RECORDS FOR THE TASK:
◆ ◆ ◆ ◆
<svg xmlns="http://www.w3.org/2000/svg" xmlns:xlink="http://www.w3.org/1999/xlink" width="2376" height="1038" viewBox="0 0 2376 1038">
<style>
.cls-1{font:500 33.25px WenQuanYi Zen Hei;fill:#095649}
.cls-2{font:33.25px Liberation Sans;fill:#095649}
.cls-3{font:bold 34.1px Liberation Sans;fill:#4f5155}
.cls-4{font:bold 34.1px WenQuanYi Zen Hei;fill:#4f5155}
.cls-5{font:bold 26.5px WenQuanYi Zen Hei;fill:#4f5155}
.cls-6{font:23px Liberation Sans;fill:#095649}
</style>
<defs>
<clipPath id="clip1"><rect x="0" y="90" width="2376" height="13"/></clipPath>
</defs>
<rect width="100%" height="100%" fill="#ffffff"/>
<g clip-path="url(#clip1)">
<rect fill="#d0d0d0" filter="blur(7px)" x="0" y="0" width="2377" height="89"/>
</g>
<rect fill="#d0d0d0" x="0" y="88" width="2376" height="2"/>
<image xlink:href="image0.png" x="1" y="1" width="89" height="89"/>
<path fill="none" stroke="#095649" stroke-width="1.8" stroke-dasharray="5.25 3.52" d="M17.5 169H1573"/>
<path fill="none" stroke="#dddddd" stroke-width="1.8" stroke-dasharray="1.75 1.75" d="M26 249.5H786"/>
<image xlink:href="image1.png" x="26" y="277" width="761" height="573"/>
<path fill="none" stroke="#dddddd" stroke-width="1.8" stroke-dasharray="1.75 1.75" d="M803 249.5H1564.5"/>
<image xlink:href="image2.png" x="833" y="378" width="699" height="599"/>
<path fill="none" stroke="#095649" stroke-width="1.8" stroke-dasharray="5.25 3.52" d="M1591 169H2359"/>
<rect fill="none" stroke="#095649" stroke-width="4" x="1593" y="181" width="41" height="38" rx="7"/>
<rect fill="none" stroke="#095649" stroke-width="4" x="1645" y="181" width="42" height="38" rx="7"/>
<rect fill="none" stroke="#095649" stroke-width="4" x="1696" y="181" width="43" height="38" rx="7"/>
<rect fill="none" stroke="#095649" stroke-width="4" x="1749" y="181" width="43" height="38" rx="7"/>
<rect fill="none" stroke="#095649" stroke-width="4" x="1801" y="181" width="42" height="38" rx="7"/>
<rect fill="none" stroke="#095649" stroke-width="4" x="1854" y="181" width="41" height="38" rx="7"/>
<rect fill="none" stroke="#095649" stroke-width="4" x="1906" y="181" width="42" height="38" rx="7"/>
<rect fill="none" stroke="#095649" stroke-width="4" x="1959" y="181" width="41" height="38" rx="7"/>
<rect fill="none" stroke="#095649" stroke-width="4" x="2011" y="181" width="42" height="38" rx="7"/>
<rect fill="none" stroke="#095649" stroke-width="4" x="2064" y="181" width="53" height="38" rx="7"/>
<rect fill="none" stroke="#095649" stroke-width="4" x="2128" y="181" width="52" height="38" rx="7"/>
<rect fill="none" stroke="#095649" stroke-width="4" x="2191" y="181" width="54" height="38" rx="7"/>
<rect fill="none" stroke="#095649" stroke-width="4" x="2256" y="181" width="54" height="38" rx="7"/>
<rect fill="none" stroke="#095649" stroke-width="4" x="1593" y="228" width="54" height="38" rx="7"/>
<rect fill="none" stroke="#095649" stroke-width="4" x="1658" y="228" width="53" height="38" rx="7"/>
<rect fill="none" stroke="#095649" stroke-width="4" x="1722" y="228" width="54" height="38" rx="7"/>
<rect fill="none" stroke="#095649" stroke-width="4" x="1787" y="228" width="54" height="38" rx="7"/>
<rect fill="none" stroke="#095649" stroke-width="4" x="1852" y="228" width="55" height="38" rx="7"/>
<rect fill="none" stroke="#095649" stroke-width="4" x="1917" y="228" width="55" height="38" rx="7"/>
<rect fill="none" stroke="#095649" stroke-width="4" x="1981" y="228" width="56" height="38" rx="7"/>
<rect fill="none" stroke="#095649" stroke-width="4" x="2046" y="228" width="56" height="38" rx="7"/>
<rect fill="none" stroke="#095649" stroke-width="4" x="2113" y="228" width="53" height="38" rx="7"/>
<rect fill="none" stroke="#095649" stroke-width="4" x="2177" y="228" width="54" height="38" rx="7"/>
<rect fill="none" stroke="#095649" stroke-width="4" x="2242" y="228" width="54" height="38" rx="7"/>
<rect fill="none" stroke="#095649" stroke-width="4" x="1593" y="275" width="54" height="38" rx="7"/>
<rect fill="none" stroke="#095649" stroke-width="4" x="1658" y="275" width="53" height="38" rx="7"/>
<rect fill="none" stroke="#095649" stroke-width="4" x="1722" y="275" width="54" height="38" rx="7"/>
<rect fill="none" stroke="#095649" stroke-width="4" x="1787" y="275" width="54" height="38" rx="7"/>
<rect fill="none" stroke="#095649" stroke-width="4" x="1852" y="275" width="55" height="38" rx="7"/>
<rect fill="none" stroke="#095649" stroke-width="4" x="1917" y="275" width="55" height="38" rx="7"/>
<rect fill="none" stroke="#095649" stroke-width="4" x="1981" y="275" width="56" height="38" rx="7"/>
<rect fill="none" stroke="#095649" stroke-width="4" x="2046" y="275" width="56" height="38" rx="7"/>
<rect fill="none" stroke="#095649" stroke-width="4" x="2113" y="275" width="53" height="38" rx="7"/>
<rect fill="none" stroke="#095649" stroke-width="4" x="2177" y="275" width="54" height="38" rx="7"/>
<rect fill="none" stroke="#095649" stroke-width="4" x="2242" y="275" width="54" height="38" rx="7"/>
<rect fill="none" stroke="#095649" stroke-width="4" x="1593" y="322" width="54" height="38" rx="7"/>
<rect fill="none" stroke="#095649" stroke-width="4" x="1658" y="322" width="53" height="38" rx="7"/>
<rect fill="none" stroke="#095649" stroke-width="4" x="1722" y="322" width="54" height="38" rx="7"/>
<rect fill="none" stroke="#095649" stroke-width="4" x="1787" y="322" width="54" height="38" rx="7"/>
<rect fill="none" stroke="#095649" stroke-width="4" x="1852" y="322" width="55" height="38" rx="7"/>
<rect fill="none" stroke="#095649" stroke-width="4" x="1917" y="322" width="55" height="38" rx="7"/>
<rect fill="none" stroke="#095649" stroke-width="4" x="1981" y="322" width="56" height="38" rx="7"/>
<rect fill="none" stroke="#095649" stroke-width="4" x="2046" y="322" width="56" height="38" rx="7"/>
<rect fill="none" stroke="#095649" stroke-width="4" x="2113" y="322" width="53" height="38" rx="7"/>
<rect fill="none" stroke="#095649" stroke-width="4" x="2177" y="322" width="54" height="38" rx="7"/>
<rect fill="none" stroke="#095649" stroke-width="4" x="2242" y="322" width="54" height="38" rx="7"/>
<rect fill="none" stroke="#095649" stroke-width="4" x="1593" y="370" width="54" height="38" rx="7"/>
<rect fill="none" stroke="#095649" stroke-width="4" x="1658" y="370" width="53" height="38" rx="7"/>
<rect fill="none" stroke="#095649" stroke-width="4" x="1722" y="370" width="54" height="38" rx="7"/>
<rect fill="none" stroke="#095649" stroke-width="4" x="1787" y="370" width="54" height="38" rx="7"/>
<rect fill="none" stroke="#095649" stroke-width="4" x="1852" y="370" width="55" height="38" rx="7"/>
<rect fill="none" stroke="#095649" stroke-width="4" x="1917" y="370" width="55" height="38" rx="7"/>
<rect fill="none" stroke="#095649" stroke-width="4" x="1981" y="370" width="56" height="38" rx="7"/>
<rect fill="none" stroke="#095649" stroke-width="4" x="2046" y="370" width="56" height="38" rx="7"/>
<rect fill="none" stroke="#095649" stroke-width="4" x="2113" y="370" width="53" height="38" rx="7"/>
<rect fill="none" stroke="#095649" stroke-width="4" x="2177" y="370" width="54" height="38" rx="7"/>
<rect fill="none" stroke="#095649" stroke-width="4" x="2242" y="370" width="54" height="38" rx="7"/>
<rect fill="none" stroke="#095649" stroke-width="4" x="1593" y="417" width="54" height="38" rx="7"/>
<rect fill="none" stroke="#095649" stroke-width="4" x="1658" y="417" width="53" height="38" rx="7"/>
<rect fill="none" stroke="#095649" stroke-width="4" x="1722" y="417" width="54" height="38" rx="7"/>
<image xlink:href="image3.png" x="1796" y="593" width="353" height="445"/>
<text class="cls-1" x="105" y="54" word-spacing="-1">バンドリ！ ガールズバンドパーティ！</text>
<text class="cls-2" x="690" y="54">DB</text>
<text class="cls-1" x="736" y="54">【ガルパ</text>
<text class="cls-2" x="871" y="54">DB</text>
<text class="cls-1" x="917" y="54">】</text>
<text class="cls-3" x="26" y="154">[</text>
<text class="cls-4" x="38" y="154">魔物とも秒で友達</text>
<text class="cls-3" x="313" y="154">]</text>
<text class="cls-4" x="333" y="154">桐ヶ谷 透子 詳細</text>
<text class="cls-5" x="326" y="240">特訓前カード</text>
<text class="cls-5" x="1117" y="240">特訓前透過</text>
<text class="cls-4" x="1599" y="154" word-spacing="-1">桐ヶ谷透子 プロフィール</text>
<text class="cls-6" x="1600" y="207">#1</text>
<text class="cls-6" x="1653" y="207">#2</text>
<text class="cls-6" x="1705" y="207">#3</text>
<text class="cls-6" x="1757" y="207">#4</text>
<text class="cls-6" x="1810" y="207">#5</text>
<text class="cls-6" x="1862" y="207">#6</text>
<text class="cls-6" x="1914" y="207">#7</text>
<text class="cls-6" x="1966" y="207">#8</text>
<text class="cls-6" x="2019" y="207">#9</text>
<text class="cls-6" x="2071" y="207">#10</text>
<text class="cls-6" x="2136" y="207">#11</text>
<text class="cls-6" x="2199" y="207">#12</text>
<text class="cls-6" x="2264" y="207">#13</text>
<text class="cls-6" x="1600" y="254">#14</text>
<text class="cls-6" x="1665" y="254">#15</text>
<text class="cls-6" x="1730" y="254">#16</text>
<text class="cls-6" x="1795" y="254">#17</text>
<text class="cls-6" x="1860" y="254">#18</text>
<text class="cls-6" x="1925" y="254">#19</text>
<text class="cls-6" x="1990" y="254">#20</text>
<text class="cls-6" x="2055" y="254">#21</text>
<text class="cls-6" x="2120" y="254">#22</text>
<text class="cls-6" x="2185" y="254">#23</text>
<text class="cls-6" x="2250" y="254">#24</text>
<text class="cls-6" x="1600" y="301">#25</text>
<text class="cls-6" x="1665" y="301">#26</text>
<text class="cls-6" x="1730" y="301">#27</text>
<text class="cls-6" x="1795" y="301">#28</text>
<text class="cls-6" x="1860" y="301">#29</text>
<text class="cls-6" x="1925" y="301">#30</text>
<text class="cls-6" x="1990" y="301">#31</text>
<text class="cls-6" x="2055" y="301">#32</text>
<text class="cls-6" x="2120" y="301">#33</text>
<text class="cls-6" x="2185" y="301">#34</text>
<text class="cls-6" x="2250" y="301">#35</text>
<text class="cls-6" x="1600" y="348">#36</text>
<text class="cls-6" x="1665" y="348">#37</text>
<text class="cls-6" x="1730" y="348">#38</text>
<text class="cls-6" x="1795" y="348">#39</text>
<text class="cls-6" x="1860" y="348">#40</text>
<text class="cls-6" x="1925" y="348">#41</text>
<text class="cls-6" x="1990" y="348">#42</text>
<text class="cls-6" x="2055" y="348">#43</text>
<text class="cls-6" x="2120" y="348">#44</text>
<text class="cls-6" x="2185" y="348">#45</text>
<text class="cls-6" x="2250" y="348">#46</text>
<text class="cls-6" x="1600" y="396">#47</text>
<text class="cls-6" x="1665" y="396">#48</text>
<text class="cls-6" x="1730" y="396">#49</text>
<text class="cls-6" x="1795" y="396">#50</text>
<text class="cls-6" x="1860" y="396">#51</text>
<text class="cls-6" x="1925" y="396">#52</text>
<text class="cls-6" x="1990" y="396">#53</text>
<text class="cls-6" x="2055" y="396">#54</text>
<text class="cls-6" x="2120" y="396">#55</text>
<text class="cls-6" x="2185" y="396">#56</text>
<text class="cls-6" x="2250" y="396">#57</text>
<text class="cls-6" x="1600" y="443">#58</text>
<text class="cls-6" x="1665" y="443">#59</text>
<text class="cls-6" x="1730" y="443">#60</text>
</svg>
◆ ◆ ◆ ◆
WHAT YOU ARE ASKED TO DO:
Lines holding the string "dddddd": find them in the listing above and copy each one.

EXERCISE RESPONSE:
<path fill="none" stroke="#dddddd" stroke-width="1.8" stroke-dasharray="1.75 1.75" d="M26 249.5H786"/>
<path fill="none" stroke="#dddddd" stroke-width="1.8" stroke-dasharray="1.75 1.75" d="M803 249.5H1564.5"/>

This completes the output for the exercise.